「生きるか死ぬか」というほどの危機感

今年の春闘が従来型の回答方式と大きく異なったのは、自動車産業が危機感に満ちた環境に置かれているからだ。

自動車産業は電動化と自動運転に向けた激しい開発競争に巻き込まれている。その競争には米テスラのような新興電気自動車メーカーやIT企業が新規に加わった。自動車メーカー同士の従来の戦いとは異なり、新技術の行方次第で形勢が大きく変わり得る戦いだ。それだけに世界最大規模のトヨタといえども「生きるか死ぬか」というほどの危機感が募っている。今年のトヨタの春闘では、厳しい環境の中で生き残る「競争力強化のために、解決すべき課題は何なのか」を労使で議論するという方向性が例年に増して、強まった。

「労使協議会」と呼ばれるトヨタの労使交渉は、春闘期間中に4回ある。今年は2月21日の第1回から毎週水曜日に、回答日となる4回目の3月14日まで開かれた。各回1時間半程度、労使で議論する。参加者は会社側が社長以下全役員(部長級の常務理事以上)の約80人、組合側は組合執行部、各職場の委員長など約220人、合計300人の大会議である。

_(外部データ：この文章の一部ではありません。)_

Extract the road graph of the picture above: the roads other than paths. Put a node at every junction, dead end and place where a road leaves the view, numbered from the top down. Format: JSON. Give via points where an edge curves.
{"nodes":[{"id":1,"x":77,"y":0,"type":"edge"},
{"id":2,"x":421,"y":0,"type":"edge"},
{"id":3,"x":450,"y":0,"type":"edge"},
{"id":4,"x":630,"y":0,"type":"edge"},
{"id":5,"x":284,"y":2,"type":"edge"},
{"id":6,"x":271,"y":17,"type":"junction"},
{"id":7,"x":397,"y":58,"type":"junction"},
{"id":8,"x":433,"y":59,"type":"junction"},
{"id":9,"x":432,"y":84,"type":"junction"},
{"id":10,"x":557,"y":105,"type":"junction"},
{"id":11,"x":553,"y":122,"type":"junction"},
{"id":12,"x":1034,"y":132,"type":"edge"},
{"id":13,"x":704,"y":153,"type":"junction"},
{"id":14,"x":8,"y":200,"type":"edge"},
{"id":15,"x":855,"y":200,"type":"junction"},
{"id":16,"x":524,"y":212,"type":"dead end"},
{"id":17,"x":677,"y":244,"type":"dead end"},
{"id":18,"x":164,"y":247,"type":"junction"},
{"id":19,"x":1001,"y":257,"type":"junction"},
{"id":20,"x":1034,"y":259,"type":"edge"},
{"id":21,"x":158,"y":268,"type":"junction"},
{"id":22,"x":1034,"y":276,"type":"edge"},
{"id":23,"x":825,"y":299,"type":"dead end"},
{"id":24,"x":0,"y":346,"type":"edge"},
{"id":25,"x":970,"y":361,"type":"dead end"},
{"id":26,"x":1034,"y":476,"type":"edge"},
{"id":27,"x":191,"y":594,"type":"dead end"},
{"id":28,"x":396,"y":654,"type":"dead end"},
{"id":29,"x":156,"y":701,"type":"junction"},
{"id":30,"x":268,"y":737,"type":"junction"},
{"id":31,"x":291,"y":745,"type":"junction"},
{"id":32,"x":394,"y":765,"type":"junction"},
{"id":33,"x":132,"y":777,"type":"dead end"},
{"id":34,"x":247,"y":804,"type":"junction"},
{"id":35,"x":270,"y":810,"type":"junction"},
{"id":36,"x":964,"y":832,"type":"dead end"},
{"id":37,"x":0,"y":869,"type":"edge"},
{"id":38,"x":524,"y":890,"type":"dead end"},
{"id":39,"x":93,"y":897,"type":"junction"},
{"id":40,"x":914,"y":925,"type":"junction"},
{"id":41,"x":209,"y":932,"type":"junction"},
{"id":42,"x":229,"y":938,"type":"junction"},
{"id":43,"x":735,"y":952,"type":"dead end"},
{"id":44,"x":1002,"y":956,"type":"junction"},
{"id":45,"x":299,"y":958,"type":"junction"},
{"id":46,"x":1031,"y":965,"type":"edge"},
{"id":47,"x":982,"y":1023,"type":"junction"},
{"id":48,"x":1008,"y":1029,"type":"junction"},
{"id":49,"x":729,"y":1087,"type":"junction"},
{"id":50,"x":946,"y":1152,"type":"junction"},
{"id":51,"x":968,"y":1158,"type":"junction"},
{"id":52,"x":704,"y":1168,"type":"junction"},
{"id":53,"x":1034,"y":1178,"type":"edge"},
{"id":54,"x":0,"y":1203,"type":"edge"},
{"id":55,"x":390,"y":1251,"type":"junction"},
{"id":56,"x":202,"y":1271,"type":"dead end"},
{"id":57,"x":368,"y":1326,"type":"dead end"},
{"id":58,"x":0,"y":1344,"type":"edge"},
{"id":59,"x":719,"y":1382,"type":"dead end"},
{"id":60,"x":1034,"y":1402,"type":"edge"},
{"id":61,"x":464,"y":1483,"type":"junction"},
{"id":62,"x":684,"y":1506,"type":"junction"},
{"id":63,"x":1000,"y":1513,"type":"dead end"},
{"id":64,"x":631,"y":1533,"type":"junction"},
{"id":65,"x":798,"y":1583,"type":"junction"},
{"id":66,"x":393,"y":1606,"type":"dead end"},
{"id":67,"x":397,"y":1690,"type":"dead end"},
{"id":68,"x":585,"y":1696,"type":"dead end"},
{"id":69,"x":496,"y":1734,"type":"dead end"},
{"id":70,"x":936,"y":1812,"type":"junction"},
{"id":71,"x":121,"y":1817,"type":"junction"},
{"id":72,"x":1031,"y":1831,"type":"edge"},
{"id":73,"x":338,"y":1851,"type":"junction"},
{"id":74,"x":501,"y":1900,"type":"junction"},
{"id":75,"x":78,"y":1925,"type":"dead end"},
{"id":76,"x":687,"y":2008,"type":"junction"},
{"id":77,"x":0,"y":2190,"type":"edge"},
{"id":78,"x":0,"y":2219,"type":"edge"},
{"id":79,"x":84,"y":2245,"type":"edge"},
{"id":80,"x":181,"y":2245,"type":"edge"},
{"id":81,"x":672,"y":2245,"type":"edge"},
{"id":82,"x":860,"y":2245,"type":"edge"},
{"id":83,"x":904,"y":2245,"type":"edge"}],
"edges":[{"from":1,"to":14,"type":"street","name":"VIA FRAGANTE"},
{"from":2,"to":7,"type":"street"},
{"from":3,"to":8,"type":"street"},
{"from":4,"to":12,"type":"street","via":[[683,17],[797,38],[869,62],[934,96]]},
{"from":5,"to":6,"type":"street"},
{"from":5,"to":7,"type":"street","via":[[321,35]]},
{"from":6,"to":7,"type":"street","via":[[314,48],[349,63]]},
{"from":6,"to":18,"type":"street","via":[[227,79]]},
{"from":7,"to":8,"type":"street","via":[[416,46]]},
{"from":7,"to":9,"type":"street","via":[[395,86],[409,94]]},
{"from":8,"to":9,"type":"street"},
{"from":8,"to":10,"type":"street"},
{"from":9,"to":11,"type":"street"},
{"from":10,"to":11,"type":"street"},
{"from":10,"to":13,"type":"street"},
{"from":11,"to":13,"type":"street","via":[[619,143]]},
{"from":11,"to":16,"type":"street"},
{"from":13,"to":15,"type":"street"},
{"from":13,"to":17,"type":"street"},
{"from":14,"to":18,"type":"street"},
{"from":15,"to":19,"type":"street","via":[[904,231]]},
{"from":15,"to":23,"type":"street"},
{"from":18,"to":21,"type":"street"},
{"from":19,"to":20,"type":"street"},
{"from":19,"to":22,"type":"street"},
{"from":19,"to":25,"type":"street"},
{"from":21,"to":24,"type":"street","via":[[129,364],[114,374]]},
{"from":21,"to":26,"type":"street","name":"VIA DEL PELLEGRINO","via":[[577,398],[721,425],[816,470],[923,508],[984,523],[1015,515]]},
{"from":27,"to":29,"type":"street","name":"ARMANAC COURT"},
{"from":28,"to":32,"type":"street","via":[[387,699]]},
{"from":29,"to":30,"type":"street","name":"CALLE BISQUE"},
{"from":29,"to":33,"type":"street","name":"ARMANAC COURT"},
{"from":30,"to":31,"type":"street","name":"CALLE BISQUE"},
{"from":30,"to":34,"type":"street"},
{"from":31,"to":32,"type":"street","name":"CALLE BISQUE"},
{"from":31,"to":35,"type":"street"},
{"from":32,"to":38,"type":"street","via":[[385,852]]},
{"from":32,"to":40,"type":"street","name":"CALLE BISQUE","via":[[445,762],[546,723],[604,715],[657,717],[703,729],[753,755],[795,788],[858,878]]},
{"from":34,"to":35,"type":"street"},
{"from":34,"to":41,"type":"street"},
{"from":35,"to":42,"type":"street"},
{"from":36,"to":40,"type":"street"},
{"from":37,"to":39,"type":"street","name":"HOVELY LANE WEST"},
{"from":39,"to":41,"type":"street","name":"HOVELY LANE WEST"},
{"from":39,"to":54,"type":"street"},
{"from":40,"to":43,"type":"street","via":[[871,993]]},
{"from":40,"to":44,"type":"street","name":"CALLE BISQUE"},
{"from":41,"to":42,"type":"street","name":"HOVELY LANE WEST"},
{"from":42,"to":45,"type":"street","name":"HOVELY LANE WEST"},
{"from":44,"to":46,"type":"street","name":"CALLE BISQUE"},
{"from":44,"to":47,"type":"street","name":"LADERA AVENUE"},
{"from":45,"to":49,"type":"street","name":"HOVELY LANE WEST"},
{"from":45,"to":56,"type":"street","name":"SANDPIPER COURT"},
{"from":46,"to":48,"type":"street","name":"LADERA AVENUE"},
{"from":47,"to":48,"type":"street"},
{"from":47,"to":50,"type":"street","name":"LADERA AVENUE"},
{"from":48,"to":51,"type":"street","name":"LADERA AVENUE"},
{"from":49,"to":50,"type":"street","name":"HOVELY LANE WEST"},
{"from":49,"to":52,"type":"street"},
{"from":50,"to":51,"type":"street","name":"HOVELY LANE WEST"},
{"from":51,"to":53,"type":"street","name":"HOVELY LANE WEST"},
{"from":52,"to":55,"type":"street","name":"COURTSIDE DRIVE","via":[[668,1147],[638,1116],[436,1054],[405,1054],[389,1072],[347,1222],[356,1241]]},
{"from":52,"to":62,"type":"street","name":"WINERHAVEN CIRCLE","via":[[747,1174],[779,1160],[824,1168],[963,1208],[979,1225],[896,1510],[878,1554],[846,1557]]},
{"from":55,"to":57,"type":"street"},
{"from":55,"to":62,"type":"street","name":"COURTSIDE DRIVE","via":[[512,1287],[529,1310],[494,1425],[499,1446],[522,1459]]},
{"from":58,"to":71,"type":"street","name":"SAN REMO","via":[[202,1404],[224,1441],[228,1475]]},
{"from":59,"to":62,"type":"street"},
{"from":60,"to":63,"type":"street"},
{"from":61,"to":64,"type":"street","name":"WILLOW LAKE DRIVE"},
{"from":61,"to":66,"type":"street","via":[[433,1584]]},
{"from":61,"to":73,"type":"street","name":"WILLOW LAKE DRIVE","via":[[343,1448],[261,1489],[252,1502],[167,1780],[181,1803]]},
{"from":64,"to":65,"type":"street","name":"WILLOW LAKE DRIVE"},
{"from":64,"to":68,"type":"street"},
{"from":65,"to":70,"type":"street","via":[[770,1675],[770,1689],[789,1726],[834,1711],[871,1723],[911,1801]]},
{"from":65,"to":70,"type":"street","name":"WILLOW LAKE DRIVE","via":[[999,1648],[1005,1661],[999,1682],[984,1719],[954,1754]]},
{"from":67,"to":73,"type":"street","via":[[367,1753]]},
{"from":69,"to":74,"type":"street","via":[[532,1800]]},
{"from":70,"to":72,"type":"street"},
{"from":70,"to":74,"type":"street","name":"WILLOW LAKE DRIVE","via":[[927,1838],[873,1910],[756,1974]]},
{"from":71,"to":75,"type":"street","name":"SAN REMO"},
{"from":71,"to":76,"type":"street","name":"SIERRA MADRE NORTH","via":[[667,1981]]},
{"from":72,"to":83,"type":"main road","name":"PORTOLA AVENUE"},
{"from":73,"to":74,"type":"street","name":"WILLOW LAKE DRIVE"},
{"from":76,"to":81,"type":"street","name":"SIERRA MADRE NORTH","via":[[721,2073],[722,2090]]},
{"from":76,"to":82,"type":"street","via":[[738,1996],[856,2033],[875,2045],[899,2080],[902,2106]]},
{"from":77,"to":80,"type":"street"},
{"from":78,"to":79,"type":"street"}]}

大手企業の場合、春闘の労使交渉に会社側として参加するのは、労務担当役員をトップとした労務・人事部署の幹部や担当者らに限られることが一般的だ。すべての交渉に社長以下全役員が参加するトヨタの交渉スタイルは異例と言っていい。

トヨタの春闘は労使が徹底的に話し合う

トヨタの社長が労使交渉に毎回参加し始めたのは、1962年の「労使宣言」締結以降で中川不器男社長時代から。その後、参加者は徐々に増えて全役員の参加という現在の形になった。

1950年の労働争議とその後の労使覚書調印資料(写真提供=トヨタ自動車)

「労使宣言」が締結されたきっかけは、急激な業績の悪化で1950年に当時の全従業員の25%、1500人を人員整理せざるを得なくなり、労使が厳しく対立したこと。トヨタ自動車の創業者、豊田喜一郎は経営責任を取り、社長を辞任、50年以降はストライキが頻発し、「会社は敵」と労組はみた。労使関係の修復には12年を要し、生産性の向上を通じて、企業の繁栄と労働条件の改善をはかるという労使宣言を締結した。労使の課題は、徹底した話し合いで、自主的・平和的に解決することに終始してきた。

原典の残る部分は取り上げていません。